AI luminary and computer scientist Geoffrey Hinton, PhD,’s 2016 prediction that AI would be able to do all of the things radiologists can do within five years was highly controversial in the radiology community – and ultimately completely off the mark. He acknowledged his error as part of a feature published on 14 May in the New York Times (access requires log-in).
Hinton was broadly correct that the technology would have a significant
impact — just not as a job killer, the article pointed out.
Hinton told technology reporter Steve Lohr that he spoke too broadly in 2016 and that he didn’t make it clear then that he was speaking purely about image analysis. Furthermore, he said he was wrong on the timing but not the direction, the New York Times reported.
In his new prediction, Hinton said that most medical image interpretation will be performed by a “combination of A.I. and a radiologist, and it will make radiologists a whole lot more efficient in addition to improving accuracy.”

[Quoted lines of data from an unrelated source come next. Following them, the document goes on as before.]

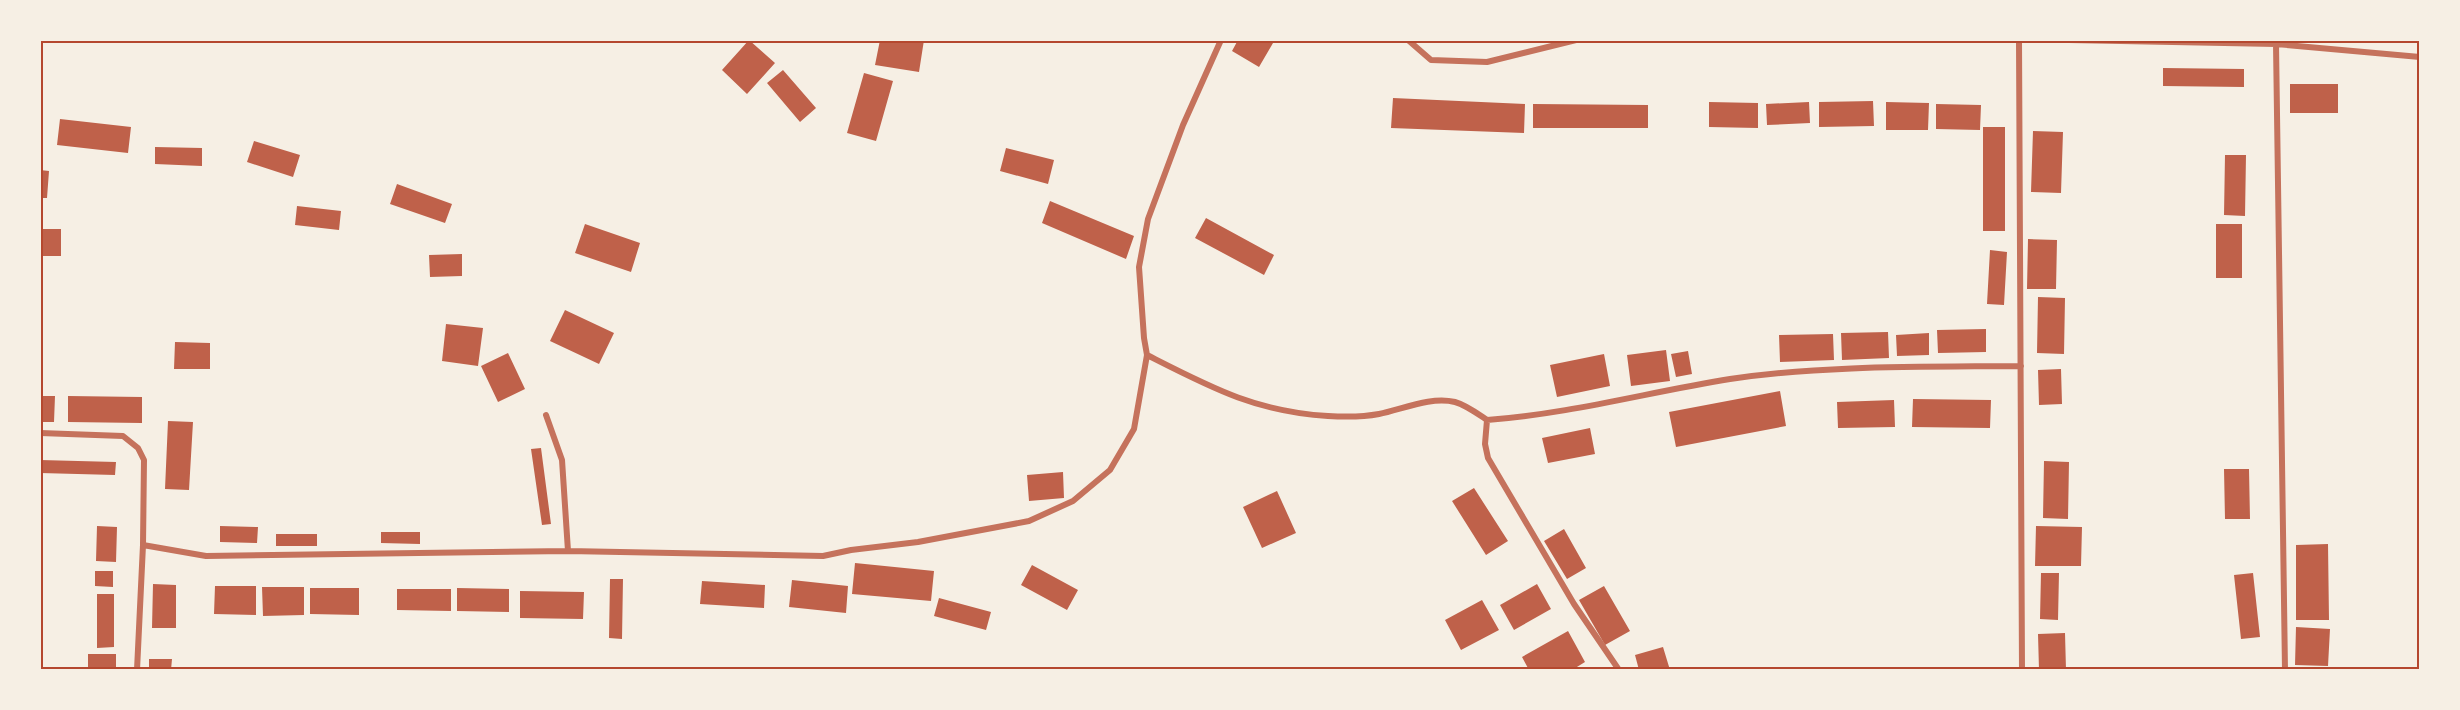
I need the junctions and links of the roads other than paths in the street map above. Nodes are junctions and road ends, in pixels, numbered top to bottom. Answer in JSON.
{"nodes":[{"id":1,"x":1221,"y":40,"type":"edge"},
{"id":2,"x":1408,"y":40,"type":"edge"},
{"id":3,"x":1576,"y":40,"type":"edge"},
{"id":4,"x":1611,"y":40,"type":"edge"},
{"id":5,"x":1638,"y":40,"type":"edge"},
{"id":6,"x":2019,"y":40,"type":"edge"},
{"id":7,"x":2068,"y":40,"type":"edge"},
{"id":8,"x":2276,"y":44,"type":"junction"},
{"id":9,"x":2420,"y":57,"type":"edge"},
{"id":10,"x":1148,"y":354,"type":"junction"},
{"id":11,"x":2020,"y":366,"type":"junction"},
{"id":12,"x":546,"y":415,"type":"dead end"},
{"id":13,"x":1487,"y":420,"type":"junction"},
{"id":14,"x":40,"y":433,"type":"edge"},
{"id":15,"x":143,"y":545,"type":"junction"},
{"id":16,"x":568,"y":551,"type":"junction"},
{"id":17,"x":137,"y":669,"type":"edge"},
{"id":18,"x":1619,"y":669,"type":"edge"},
{"id":19,"x":2022,"y":669,"type":"edge"},
{"id":20,"x":2285,"y":669,"type":"edge"}],
"edges":[{"from":1,"to":10,"type":"street"},
{"from":2,"to":3,"type":"street"},
{"from":4,"to":5,"type":"street"},
{"from":6,"to":11,"type":"street"},
{"from":7,"to":8,"type":"street"},
{"from":8,"to":9,"type":"street"},
{"from":8,"to":20,"type":"street"},
{"from":10,"to":13,"type":"street"},
{"from":10,"to":16,"type":"street"},
{"from":11,"to":13,"type":"street"},
{"from":11,"to":19,"type":"street"},
{"from":12,"to":16,"type":"street"},
{"from":13,"to":18,"type":"street"},
{"from":14,"to":15,"type":"street"},
{"from":15,"to":16,"type":"street"},
{"from":15,"to":17,"type":"street"}]}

When it comes to developing and deploying AI in medicine, radiology has been a prime target, the article noted. "Of the more than 1,000 AI applications approved by the Food and Drug Administration for use in medicine, about three-fourths are in radiology. AI typically excels at identifying and measuring a specific abnormality, like a lung lesion or a breast lump."
There’s been amazing progress, but these AI tools for the most part look for one thing, said Dr. Charles E. Kahn Jr., a professor of radiology at the University of Pennsylvania’s Perelman School of Medicine and editor of the journal Radiology: Artificial Intelligence.